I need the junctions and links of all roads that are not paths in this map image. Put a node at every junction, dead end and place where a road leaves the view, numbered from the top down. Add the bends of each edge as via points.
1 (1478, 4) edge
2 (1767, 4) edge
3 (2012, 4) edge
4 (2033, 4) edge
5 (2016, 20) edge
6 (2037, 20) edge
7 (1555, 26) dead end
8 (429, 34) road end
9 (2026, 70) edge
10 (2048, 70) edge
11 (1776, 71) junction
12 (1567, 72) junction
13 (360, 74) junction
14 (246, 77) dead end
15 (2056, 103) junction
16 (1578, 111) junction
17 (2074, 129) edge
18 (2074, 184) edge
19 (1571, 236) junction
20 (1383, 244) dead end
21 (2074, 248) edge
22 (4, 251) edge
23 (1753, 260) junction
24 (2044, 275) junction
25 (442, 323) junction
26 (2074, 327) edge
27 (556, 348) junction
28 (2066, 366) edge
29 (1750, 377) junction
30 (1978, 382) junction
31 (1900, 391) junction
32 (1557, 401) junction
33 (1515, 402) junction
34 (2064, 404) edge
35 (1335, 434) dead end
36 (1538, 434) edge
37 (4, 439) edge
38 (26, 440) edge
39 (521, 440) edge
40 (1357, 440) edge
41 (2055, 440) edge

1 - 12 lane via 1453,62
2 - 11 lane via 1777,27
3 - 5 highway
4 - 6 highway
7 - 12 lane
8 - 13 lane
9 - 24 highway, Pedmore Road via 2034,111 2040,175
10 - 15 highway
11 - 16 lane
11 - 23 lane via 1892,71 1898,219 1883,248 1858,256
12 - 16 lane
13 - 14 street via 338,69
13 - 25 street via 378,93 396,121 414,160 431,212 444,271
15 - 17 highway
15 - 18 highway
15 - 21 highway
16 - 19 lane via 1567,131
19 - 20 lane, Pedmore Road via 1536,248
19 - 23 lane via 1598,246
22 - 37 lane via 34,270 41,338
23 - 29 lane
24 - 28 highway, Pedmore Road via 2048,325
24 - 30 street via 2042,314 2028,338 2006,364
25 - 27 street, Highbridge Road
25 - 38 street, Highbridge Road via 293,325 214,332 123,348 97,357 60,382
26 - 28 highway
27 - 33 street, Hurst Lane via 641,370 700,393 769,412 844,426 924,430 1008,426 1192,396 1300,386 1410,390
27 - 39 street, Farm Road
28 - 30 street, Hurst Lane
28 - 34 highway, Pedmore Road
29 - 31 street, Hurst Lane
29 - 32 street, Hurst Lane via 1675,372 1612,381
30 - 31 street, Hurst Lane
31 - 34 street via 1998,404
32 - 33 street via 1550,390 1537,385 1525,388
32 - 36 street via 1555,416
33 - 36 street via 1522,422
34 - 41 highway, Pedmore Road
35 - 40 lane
== == ==
Activity -
All the entries above must be repeated exactly as they were given.

The completed task -
I need the junctions and links of all roads that are not paths in this map image. Put a node at every junction, dead end and place where a road leaves the view, numbered from the top down. Add the bends of each edge as via points.
1 (1478, 4) edge
2 (1767, 4) edge
3 (2012, 4) edge
4 (2033, 4) edge
5 (2016, 20) edge
6 (2037, 20) edge
7 (1555, 26) dead end
8 (429, 34) road end
9 (2026, 70) edge
10 (2048, 70) edge
11 (1776, 71) junction
12 (1567, 72) junction
13 (360, 74) junction
14 (246, 77) dead end
15 (2056, 103) junction
16 (1578, 111) junction
17 (2074, 129) edge
18 (2074, 184) edge
19 (1571, 236) junction
20 (1383, 244) dead end
21 (2074, 248) edge
22 (4, 251) edge
23 (1753, 260) junction
24 (2044, 275) junction
25 (442, 323) junction
26 (2074, 327) edge
27 (556, 348) junction
28 (2066, 366) edge
29 (1750, 377) junction
30 (1978, 382) junction
31 (1900, 391) junction
32 (1557, 401) junction
33 (1515, 402) junction
34 (2064, 404) edge
35 (1335, 434) dead end
36 (1538, 434) edge
37 (4, 439) edge
38 (26, 440) edge
39 (521, 440) edge
40 (1357, 440) edge
41 (2055, 440) edge

1 - 12 lane via 1453,62
2 - 11 lane via 1777,27
3 - 5 highway
4 - 6 highway
7 - 12 lane
8 - 13 lane
9 - 24 highway, Pedmore Road via 2034,111 2040,175
10 - 15 highway
11 - 16 lane
11 - 23 lane via 1892,71 1898,219 1883,248 1858,256
12 - 16 lane
13 - 14 street via 338,69
13 - 25 street via 378,93 396,121 414,160 431,212 444,271
15 - 17 highway
15 - 18 highway
15 - 21 highway
16 - 19 lane via 1567,131
19 - 20 lane, Pedmore Road via 1536,248
19 - 23 lane via 1598,246
22 - 37 lane via 34,270 41,338
23 - 29 lane
24 - 28 highway, Pedmore Road via 2048,325
24 - 30 street via 2042,314 2028,338 2006,364
25 - 27 street, Highbridge Road
25 - 38 street, Highbridge Road via 293,325 214,332 123,348 97,357 60,382
26 - 28 highway
27 - 33 street, Hurst Lane via 641,370 700,393 769,412 844,426 924,430 1008,426 1192,396 1300,386 1410,390
27 - 39 street, Farm Road
28 - 30 street, Hurst Lane
28 - 34 highway, Pedmore Road
29 - 31 street, Hurst Lane
29 - 32 street, Hurst Lane via 1675,372 1612,381
30 - 31 street, Hurst Lane
31 - 34 street via 1998,404
32 - 33 street via 1550,390 1537,385 1525,388
32 - 36 street via 1555,416
33 - 36 street via 1522,422
34 - 41 highway, Pedmore Road
35 - 40 lane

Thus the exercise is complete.